• _Work order_: Search the listing below, and show each line that includes the word "index".

• _Listed records_:

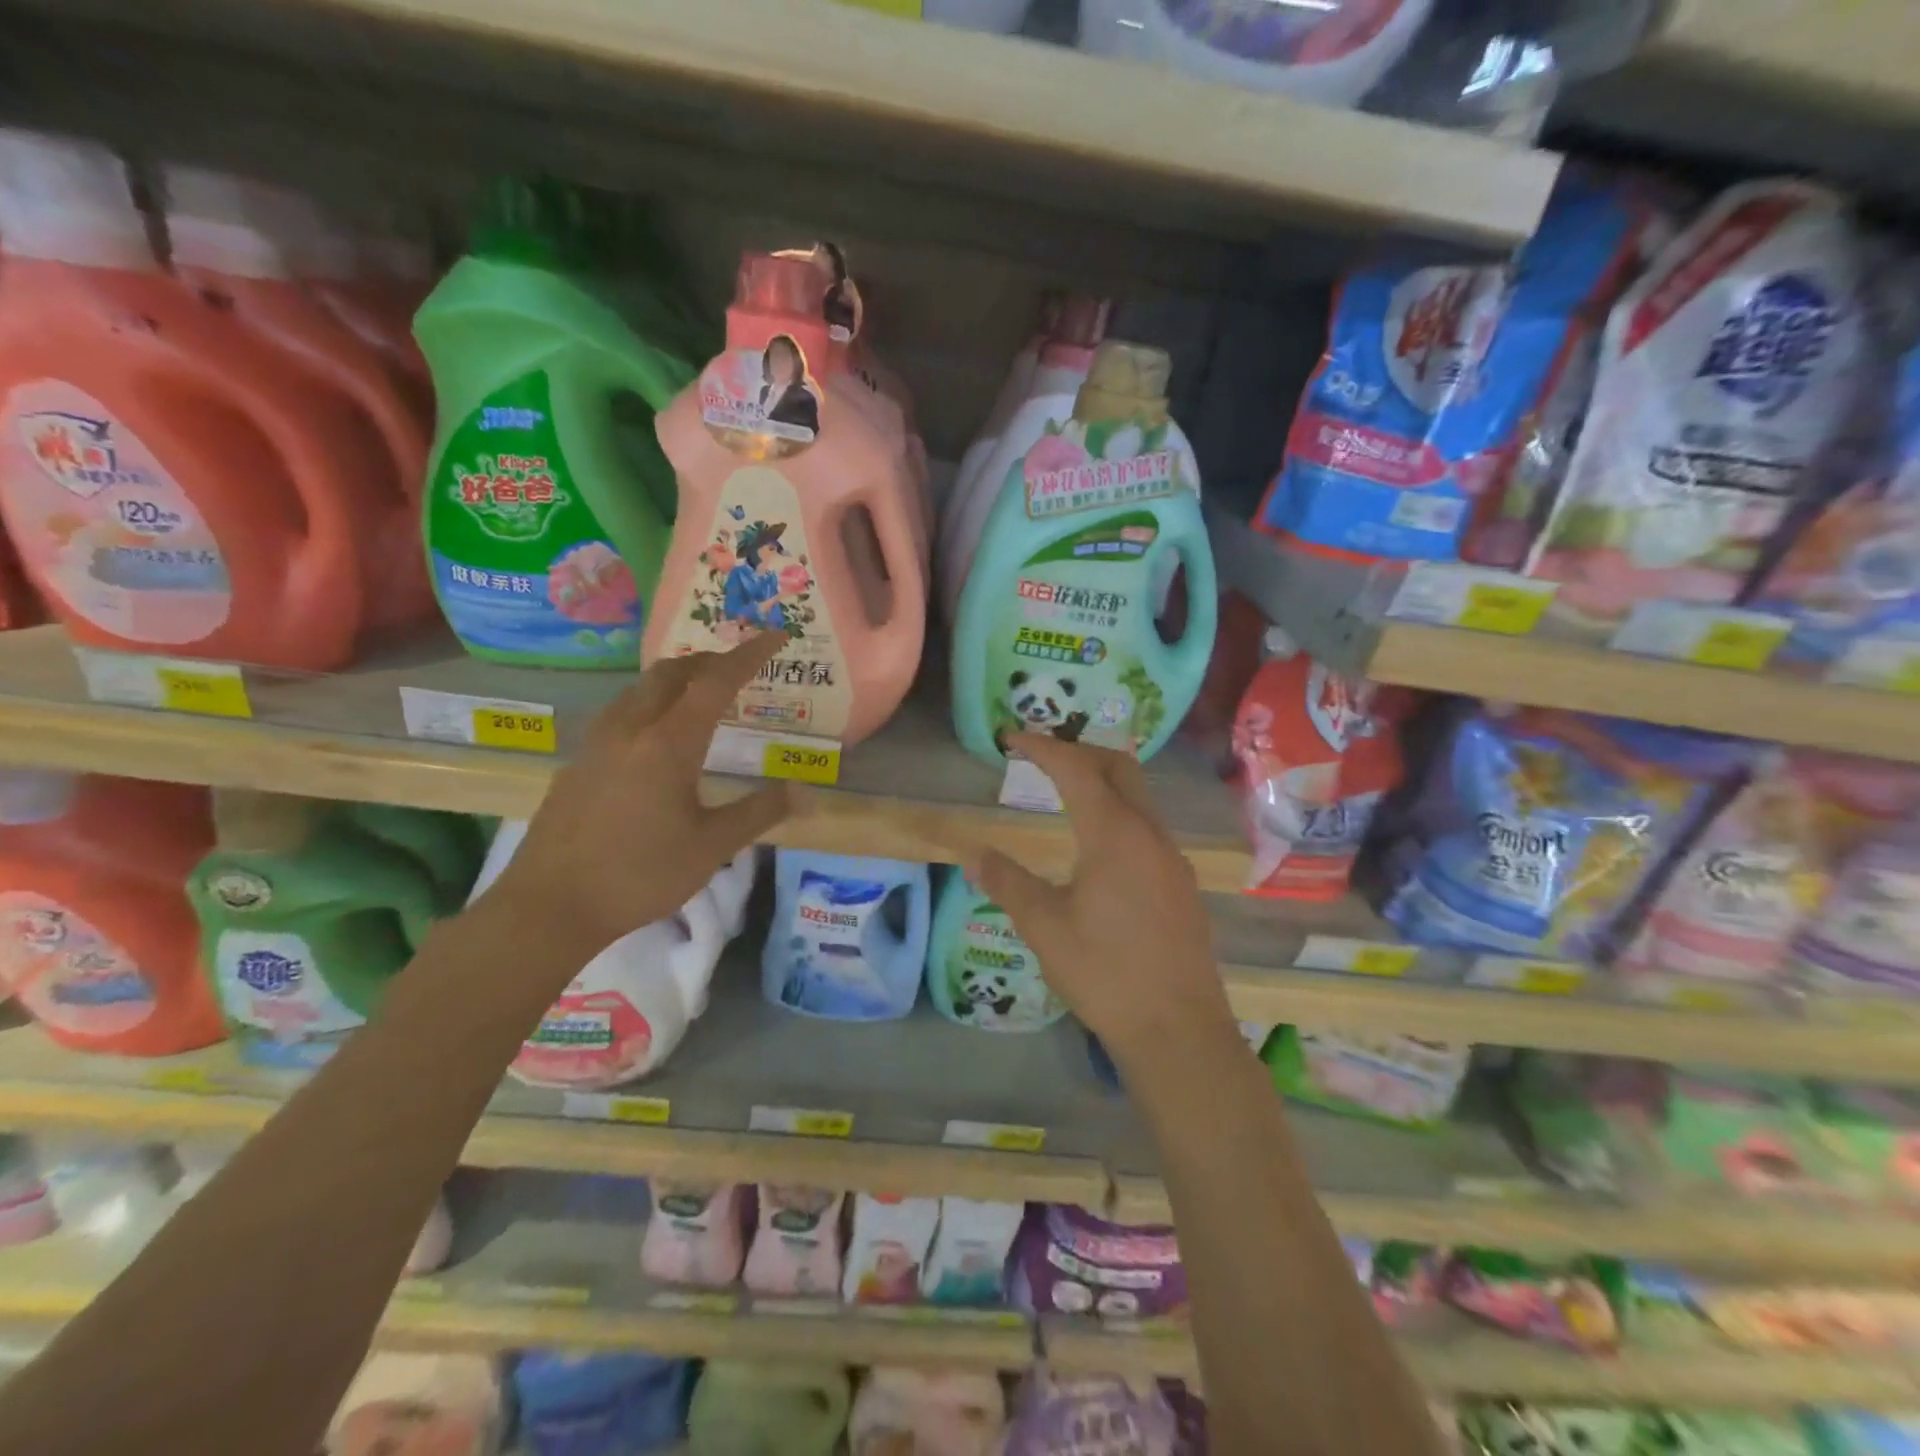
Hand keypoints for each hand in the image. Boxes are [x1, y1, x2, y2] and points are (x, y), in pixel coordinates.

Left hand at [487, 634, 792, 956]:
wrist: (549, 905)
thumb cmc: (639, 874)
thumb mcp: (712, 846)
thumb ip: (760, 811)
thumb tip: (805, 791)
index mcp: (669, 742)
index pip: (716, 681)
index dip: (749, 655)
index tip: (774, 635)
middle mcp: (631, 728)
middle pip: (672, 672)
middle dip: (710, 661)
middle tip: (740, 669)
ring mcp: (598, 742)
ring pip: (641, 688)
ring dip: (677, 680)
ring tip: (702, 697)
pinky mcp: (579, 761)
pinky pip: (622, 711)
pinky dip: (652, 703)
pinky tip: (657, 737)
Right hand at [969, 733, 1234, 1072]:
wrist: (1178, 1029)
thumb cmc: (1104, 973)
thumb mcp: (1043, 926)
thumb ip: (1007, 882)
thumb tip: (972, 853)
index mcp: (1114, 833)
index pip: (1076, 769)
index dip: (1042, 747)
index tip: (1011, 738)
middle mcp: (1149, 833)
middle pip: (1118, 766)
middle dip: (1079, 750)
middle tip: (1040, 755)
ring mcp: (1171, 857)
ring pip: (1138, 795)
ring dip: (1101, 780)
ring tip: (1063, 790)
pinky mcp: (1179, 882)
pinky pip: (1147, 825)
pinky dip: (1117, 811)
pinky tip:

• _Result below_:
index mcp: (669, 742)
index pip: (716, 681)
index dip: (749, 655)
index tip: (774, 635)
index mcp: (1114, 833)
index pip: (1076, 769)
index dip: (1042, 747)
index tip: (1011, 738)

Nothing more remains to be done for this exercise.